Nikala Bourke

Works in Progress Show at Plimsoll, July 2017.


This exhibition presented works in progress by students developing practice-based research projects in the Bachelor of Fine Arts with Honours at the University of Tasmania, College of the Arts. They were exhibited within A2 light boxes and had sound pieces featuring slowed-down watery drips and drops via headphones.

This intimacy of liquid sound added another layer of sensual connection with water to evoke its energy and motion. Water is fortuitous and unpredictable. Each print and sound piece is unique, spontaneous and one of a kind.


Porthole 1, scanned water photogram detail, 2017.

Porthole 2, scanned water photogram detail, 2017.

Porthole 3, scanned water photogram detail, 2017.

Porthole 4, scanned water photogram detail, 2017.

Porthole 5, scanned water photogram detail, 2017.

Porthole 6, scanned water photogram detail, 2017.

Porthole 8, scanned water photogram detail, 2017.

Porthole 7, scanned water photogram detail, 2017.

Porthole 9, scanned water photogram detail, 2017.

Installation shot, portholes in A2 lightboxes, sound component of water playing in ear phones.

Installation shot, portholes in A2 lightboxes.

Works in Progress Show at Plimsoll, July 2017.



Artist Statement: When we look at a body of water, we see the surface, but what lies beneath? There is an element of intrigue, reverence and the unknown.
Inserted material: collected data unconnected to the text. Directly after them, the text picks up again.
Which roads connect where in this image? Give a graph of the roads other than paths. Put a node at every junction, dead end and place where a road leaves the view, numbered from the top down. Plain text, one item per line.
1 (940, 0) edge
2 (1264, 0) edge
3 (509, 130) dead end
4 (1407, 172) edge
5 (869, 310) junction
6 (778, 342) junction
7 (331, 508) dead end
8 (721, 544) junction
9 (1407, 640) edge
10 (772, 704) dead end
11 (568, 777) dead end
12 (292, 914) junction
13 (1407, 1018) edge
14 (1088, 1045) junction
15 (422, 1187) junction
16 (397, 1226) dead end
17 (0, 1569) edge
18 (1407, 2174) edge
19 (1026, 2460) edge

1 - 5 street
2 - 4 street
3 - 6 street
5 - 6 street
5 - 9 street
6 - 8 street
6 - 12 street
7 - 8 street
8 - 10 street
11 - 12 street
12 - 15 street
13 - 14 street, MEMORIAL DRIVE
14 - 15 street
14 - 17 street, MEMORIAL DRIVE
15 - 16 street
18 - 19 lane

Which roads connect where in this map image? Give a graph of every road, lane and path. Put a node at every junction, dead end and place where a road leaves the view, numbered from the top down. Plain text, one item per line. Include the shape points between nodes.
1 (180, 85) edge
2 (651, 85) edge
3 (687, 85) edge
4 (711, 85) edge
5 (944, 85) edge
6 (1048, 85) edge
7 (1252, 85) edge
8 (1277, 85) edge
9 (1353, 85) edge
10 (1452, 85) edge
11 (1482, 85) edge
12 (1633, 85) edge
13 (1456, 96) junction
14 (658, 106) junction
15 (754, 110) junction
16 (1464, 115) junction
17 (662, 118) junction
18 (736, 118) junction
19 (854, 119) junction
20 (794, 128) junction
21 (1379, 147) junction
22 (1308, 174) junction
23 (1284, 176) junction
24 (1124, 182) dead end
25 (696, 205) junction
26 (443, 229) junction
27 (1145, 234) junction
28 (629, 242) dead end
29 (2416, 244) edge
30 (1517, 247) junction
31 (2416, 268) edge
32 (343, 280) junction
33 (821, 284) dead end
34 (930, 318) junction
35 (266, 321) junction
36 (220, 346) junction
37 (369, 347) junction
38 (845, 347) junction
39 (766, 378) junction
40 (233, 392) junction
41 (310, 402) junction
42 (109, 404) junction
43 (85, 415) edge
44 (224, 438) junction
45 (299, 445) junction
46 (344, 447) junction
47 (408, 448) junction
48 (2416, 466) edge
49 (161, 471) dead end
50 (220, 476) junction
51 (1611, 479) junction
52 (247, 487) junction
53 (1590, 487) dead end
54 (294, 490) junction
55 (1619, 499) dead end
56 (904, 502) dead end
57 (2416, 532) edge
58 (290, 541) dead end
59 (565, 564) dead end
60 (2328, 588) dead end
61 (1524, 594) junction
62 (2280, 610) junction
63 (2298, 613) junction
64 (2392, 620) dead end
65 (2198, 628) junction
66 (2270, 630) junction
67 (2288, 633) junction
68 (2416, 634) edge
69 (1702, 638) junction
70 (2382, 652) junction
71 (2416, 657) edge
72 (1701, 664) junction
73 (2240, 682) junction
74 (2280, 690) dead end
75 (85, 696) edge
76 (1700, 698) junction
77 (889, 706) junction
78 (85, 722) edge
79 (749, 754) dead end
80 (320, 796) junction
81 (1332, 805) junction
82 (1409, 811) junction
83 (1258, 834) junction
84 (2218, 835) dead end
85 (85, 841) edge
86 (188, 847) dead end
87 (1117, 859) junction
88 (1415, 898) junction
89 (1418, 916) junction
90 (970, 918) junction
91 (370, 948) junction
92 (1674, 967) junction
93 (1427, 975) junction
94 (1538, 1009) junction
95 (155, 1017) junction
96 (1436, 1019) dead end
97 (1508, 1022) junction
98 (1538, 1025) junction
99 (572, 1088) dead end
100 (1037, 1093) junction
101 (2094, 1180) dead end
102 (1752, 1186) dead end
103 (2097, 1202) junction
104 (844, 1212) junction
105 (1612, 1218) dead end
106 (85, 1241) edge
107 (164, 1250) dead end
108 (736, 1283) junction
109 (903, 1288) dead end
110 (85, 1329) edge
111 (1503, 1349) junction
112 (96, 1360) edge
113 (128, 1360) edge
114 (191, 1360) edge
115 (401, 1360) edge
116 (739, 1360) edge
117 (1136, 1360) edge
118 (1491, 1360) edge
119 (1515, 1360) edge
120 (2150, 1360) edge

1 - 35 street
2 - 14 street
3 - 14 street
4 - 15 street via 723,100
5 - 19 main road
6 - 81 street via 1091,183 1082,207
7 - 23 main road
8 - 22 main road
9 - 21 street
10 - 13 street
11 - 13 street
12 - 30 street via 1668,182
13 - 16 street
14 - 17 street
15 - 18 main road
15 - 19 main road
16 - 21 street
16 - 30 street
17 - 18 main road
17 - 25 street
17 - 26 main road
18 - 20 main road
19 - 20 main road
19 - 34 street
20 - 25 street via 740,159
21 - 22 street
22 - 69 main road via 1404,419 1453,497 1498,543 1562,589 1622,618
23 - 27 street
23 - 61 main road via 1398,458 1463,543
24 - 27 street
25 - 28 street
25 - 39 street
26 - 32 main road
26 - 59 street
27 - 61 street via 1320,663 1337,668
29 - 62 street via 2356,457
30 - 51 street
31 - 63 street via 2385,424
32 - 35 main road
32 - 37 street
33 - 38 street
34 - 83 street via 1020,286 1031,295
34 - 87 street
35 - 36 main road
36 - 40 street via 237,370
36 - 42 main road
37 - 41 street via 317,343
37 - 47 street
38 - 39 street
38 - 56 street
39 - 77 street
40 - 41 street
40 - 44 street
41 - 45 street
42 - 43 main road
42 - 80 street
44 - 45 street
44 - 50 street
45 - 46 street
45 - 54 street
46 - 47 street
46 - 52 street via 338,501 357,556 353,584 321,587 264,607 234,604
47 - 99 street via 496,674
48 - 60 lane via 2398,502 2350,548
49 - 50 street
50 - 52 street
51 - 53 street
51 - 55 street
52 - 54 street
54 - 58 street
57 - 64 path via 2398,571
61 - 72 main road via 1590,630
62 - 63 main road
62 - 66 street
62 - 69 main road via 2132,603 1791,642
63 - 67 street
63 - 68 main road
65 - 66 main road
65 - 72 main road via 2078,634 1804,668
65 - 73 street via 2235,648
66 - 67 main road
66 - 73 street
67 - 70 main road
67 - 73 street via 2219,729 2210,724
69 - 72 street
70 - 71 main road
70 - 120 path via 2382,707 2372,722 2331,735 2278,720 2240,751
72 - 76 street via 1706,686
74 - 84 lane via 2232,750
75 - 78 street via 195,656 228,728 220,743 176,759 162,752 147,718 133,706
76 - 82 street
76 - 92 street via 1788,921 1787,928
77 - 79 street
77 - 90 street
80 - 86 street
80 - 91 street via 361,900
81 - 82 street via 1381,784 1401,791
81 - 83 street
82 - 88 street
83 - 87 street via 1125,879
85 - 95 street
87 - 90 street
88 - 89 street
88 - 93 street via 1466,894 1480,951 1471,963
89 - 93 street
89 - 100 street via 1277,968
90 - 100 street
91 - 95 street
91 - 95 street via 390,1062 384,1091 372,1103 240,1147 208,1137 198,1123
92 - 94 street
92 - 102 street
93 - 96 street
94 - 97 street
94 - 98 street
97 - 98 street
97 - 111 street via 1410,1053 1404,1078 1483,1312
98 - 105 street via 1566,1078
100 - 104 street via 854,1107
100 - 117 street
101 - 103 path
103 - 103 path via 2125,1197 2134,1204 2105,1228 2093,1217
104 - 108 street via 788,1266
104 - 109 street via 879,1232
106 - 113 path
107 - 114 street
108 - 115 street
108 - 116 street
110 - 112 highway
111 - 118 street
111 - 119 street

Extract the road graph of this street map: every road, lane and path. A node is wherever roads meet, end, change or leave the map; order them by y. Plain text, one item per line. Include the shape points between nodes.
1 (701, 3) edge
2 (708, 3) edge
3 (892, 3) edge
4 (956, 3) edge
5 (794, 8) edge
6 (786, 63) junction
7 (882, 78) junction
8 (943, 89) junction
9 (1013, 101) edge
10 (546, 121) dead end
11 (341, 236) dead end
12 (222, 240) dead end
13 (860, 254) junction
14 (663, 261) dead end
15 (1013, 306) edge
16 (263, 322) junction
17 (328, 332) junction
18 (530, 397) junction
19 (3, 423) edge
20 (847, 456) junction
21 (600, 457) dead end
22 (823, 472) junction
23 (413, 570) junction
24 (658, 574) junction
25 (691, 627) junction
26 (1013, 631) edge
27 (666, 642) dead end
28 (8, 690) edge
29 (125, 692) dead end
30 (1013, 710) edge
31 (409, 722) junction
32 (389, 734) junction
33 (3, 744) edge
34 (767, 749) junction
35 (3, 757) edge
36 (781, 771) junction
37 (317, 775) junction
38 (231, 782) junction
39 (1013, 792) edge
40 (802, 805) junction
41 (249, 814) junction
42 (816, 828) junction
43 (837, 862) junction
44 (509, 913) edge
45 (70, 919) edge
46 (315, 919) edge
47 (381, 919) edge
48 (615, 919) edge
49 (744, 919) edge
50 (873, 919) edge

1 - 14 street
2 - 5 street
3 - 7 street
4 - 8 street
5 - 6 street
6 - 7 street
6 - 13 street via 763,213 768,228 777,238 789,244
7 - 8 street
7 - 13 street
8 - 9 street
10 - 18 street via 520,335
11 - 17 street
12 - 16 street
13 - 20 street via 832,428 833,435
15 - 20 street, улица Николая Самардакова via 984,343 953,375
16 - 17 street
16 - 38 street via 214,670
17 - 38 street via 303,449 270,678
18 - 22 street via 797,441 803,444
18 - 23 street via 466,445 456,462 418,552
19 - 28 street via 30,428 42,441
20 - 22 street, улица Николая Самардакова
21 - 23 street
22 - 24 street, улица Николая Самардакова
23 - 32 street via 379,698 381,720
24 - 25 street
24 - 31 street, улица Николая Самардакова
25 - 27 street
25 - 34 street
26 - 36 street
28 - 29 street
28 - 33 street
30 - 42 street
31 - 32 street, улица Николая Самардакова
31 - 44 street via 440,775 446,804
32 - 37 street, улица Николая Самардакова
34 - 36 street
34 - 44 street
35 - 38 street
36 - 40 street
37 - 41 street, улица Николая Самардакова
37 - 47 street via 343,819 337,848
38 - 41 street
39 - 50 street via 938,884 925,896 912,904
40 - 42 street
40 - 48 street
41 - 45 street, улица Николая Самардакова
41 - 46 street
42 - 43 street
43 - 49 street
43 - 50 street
These works are preliminary pieces associated with my Honours project which celebrates water and the emotional and cathartic pull that arises when we consider and experience its materiality. It is a provocative and symbolic element that we connect with in both an intellectual and sensual manner, perhaps because our own bodily fluid composition is seventy percent.


Water based photograms are unique captures that expose and reveal the turbulence, stability and chaos of water, emerging like a landscape out of a flat field of paper. These photograms have been digitally manipulated and back lit to closely reveal the detail and complexity of water and its enigmatic nature.